═════ INFORMATION SUPPLIED ═════
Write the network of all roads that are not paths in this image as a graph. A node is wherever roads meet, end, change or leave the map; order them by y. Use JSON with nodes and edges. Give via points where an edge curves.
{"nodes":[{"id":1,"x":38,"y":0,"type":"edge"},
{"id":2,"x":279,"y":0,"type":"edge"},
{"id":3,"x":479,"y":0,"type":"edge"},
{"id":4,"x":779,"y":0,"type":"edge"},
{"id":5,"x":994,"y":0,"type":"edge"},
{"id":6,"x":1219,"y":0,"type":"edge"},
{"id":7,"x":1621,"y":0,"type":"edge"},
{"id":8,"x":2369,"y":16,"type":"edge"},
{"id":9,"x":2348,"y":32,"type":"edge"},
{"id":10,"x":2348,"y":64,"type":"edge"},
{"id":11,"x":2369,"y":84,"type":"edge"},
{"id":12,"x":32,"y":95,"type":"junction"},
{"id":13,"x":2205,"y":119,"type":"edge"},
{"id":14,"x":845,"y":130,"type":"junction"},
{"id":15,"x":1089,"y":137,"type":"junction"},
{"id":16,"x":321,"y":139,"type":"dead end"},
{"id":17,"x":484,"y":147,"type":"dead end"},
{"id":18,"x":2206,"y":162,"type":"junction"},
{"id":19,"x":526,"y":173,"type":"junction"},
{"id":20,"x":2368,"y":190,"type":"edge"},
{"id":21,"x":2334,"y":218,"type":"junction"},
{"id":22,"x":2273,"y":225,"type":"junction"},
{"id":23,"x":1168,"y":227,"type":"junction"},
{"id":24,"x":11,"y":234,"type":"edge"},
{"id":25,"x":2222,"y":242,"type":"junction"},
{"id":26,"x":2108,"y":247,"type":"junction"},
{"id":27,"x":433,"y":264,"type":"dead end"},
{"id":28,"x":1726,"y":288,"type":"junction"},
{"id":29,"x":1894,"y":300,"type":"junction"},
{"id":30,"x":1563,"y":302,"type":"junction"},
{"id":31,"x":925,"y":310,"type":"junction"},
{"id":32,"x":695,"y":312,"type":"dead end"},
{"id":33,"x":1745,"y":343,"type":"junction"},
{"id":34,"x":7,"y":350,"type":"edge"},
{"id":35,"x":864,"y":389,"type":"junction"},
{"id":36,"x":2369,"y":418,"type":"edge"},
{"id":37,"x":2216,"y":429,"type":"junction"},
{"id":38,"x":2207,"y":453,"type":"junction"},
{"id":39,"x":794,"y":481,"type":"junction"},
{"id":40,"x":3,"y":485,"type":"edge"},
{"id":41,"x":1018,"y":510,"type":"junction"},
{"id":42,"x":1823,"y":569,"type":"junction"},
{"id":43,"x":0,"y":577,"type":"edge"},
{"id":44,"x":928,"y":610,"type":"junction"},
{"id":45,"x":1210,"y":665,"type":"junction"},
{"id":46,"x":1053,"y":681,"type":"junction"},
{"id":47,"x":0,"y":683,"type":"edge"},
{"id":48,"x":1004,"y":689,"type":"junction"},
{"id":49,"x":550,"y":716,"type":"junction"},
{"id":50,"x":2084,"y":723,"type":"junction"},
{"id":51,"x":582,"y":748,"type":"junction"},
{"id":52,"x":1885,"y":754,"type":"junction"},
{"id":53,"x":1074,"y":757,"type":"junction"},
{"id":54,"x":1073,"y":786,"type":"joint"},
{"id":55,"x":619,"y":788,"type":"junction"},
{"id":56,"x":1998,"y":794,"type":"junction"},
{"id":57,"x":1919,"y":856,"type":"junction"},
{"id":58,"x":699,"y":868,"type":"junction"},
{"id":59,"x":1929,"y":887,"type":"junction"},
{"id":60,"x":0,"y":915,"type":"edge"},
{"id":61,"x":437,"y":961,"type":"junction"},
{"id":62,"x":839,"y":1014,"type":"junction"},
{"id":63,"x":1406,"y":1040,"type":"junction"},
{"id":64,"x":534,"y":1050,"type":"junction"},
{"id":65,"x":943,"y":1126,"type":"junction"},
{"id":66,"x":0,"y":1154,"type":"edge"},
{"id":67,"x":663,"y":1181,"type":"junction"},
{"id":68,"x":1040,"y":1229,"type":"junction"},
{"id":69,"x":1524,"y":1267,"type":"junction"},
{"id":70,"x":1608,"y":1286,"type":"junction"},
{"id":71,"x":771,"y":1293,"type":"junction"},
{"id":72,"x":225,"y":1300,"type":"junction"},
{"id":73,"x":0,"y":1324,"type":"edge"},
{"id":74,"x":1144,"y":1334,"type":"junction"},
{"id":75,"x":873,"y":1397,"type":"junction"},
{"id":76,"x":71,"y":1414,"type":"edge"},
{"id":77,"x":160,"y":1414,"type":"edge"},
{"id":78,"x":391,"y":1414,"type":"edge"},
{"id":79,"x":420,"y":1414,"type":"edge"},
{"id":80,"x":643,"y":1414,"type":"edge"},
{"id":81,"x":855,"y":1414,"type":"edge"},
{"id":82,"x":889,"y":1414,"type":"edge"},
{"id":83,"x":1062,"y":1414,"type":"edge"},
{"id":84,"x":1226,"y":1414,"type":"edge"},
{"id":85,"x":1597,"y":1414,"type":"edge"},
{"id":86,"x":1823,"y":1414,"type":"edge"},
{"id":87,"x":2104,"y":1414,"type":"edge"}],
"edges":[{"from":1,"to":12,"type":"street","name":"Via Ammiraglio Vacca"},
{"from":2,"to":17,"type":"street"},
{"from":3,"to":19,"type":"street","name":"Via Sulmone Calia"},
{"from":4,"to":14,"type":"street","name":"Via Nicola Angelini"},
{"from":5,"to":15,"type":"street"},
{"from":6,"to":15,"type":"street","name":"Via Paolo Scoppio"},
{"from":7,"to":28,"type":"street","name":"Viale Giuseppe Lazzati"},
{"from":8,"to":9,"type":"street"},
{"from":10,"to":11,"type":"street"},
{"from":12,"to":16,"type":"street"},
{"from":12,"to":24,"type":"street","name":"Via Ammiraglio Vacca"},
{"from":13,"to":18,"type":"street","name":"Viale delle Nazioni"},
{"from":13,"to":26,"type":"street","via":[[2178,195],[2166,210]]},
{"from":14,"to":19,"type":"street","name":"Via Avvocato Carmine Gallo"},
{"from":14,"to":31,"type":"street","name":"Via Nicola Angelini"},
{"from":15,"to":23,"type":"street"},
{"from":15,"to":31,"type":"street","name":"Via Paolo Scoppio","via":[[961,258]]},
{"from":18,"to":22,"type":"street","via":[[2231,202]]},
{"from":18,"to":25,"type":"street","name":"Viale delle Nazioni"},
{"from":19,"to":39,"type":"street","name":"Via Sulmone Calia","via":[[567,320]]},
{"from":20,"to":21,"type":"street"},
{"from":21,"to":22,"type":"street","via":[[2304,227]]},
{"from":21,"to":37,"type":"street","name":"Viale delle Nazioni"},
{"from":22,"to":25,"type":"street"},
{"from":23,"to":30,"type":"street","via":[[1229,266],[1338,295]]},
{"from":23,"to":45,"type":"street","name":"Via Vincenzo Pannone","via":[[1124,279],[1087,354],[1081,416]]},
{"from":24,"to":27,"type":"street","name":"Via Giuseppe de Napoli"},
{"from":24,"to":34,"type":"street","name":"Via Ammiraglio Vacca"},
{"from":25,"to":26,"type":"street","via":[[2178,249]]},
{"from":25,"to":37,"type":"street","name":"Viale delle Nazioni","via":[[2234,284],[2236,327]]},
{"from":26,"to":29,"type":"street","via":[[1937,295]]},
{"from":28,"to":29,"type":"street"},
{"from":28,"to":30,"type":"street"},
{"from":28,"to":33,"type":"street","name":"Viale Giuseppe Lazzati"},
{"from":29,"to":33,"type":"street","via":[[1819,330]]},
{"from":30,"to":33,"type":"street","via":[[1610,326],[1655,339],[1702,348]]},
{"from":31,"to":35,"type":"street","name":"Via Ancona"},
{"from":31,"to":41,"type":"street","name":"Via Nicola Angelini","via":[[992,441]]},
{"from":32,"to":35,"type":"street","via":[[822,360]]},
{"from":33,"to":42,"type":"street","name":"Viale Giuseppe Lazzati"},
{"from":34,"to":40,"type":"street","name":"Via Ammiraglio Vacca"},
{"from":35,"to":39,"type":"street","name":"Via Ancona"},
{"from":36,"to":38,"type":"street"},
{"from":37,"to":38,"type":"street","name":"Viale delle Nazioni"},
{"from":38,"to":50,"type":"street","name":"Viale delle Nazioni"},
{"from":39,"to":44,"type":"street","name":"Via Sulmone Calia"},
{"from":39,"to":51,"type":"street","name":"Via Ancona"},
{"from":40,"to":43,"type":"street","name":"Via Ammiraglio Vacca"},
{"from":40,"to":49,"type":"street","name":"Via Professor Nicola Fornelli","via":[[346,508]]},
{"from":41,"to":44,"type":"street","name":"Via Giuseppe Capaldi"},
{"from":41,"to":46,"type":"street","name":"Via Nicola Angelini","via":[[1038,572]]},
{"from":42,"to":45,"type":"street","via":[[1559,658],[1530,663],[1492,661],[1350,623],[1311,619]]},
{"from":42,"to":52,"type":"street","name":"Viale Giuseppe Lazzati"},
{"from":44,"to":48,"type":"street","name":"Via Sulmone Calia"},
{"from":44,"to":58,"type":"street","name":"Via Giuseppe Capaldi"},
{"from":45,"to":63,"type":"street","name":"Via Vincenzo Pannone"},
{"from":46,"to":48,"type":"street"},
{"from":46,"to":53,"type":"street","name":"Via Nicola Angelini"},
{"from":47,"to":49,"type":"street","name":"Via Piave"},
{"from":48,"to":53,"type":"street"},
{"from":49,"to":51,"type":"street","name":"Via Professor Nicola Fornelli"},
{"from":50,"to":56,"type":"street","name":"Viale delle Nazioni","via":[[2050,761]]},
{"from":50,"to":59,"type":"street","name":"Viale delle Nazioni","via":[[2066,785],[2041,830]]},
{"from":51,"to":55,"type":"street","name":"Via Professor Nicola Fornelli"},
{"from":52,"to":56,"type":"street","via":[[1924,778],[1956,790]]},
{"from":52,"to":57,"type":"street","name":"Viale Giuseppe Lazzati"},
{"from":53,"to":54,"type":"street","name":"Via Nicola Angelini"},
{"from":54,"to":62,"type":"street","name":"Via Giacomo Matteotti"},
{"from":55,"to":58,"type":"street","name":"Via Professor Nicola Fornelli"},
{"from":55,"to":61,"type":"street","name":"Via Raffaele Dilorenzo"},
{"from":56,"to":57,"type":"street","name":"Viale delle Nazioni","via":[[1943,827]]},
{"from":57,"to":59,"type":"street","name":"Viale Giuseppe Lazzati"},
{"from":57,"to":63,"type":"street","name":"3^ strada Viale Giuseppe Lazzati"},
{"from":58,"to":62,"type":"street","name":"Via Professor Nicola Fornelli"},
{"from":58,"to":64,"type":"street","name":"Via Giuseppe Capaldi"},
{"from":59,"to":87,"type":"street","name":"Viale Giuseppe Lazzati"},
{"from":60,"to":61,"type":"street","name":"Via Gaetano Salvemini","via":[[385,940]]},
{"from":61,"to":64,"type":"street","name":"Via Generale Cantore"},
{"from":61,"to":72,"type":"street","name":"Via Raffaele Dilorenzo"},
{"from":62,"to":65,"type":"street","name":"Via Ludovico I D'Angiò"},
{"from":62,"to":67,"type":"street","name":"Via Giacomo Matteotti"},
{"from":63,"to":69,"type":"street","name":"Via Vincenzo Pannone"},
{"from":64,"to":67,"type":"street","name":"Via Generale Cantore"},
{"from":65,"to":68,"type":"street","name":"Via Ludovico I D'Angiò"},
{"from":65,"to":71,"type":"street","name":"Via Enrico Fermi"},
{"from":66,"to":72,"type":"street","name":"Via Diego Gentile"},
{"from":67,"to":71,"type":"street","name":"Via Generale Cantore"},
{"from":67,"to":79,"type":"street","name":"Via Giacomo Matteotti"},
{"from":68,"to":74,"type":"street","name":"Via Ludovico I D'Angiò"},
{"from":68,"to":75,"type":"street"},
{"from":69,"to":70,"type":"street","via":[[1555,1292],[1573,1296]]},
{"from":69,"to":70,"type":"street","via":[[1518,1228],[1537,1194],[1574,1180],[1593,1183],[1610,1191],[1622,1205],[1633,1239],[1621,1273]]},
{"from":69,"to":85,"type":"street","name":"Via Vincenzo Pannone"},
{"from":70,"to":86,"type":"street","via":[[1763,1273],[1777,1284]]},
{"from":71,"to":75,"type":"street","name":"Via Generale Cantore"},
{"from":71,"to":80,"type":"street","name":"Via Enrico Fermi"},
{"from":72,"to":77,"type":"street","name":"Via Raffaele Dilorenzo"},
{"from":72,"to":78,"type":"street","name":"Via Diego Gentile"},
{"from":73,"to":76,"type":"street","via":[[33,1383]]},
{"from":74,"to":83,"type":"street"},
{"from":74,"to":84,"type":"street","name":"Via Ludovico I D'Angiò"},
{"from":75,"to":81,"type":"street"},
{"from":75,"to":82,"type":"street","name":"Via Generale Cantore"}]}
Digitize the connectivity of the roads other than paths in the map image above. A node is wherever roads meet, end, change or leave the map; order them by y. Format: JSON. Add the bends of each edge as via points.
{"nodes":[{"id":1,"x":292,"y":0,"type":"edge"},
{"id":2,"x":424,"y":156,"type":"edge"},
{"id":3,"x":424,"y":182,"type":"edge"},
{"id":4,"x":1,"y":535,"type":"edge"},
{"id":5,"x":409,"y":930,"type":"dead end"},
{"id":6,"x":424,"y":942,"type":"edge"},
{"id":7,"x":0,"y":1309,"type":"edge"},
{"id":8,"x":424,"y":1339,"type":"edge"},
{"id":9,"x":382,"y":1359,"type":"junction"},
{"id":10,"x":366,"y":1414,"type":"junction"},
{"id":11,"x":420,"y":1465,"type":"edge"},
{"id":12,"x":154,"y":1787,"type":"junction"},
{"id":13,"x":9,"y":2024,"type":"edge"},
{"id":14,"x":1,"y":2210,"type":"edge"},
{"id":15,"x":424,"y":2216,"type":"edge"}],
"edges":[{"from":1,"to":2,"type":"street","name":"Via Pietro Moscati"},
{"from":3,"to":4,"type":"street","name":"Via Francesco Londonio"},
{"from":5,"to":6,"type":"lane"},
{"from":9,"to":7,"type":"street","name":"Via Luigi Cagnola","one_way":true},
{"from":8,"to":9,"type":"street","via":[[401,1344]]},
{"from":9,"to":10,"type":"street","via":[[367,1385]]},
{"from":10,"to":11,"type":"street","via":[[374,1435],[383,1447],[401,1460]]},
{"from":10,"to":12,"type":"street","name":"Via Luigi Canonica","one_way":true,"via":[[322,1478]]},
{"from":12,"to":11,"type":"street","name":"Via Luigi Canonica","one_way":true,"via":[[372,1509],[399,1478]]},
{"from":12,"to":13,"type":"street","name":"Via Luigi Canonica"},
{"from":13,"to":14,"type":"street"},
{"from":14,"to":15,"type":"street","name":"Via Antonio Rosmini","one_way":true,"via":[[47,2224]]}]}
═════
WORK ORDER → Copy each line of the listing that includes "Professor".

RESPONSE AREA →
{"from":40,"to":49,"type":"street","name":"Via Professor Nicola Fornelli","via":[[346,508]]},
{"from":49,"to":51,"type":"street","name":"Via Professor Nicola Fornelli"},
{"from":51,"to":55,"type":"street","name":"Via Professor Nicola Fornelli"},
{"from":55,"to":58,"type":"street","name":"Via Professor Nicola Fornelli"},
{"from":58,"to":62,"type":"street","name":"Via Professor Nicola Fornelli"},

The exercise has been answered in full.